Ward painted society portraits in Nashville. She also taught art as director of Ward-Conley Studios. In 1896 she designed the large two-story Woman's Building at the Tennessee Centennial and International Exposition, modeled on Andrew Jackson's Nashville home, the Hermitage. She also chaired the Fine Arts Committee that chose art for display at the exposition. "Her plans for the Woman's Building were selected by the judges without a dissenting voice," according to a report at the time.

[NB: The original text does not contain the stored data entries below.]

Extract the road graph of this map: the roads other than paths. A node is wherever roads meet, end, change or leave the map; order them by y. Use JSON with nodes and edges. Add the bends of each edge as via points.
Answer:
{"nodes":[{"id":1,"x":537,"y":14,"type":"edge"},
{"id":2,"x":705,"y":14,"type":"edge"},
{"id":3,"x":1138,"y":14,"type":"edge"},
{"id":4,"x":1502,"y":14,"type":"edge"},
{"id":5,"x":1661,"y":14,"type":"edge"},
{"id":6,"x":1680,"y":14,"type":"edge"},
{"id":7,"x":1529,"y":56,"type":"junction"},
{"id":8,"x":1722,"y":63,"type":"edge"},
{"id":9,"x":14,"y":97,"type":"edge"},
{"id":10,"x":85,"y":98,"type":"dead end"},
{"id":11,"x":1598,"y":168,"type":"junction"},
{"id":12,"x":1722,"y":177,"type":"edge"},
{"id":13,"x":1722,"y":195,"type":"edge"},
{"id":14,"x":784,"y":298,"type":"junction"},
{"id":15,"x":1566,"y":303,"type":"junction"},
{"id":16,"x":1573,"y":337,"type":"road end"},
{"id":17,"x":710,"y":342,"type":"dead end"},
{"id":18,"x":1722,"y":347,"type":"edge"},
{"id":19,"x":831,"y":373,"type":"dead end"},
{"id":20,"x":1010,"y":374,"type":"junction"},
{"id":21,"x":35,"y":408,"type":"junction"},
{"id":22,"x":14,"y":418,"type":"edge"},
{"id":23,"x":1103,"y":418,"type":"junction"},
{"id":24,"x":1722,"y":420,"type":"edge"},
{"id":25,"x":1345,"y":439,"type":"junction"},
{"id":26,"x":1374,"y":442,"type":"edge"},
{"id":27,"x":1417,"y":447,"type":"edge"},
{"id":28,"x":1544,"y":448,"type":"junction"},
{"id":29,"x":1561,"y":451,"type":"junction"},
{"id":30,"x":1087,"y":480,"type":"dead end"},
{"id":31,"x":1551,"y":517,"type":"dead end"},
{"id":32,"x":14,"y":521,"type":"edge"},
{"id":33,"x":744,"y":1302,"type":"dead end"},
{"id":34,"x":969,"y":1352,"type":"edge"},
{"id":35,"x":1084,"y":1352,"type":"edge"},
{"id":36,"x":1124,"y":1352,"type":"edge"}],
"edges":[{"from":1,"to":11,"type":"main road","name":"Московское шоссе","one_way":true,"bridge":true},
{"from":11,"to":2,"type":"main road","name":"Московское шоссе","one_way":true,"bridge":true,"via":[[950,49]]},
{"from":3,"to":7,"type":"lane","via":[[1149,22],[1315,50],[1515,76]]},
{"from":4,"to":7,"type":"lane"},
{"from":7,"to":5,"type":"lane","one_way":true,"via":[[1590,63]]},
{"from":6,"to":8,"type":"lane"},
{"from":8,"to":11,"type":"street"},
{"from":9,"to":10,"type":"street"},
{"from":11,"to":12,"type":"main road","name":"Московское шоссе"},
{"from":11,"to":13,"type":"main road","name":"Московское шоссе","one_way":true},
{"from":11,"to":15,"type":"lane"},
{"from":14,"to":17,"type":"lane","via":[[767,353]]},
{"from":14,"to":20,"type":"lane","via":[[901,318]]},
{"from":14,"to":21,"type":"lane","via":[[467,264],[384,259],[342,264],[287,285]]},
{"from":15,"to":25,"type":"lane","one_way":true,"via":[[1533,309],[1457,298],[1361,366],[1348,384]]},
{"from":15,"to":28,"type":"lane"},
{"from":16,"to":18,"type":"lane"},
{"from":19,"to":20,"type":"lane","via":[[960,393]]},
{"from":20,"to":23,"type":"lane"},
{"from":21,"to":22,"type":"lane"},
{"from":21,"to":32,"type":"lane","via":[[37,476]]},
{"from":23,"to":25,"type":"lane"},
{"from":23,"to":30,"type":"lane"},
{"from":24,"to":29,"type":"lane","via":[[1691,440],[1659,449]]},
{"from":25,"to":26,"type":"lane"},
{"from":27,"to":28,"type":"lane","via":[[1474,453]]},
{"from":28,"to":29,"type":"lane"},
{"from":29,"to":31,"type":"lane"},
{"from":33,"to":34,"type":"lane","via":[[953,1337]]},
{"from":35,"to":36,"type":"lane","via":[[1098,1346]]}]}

She contributed illustrations to several issues of The Olympian magazine in 1903. In 1910, she loaned historical objects to the Appalachian Exposition. While staying at the Battle Creek Sanitarium for health reasons in 1913, she painted a mural and decorative panels in the institution's lobby and parlors. Her art was displayed at the Tennessee State Fair in 1920, and at the fifth annual exhibit of Tennessee artists in Nashville in 1924. Four of her paintings were included in the Spring Art Exhibit of the Centennial Club in 1925.

She and her sister, Mrs. John DeWitt, hosted meetings of the Ward Seminary alumnae association, and both served as officers in the organization.

== Personal life ==
Sara Ward married John Withrin Conley in 1882; her husband died in 1883. Their only child died as a young girl in 1886. Conley survived typhoid fever in 1897 and "a severe surgical operation" in New York in 1900. She used a wheelchair for the rest of her life. She died in 1944, aged 84 years, in Nashville. Her portraits of Willie Blount and William Blount were displayed at William Blount Mansion in Knoxville.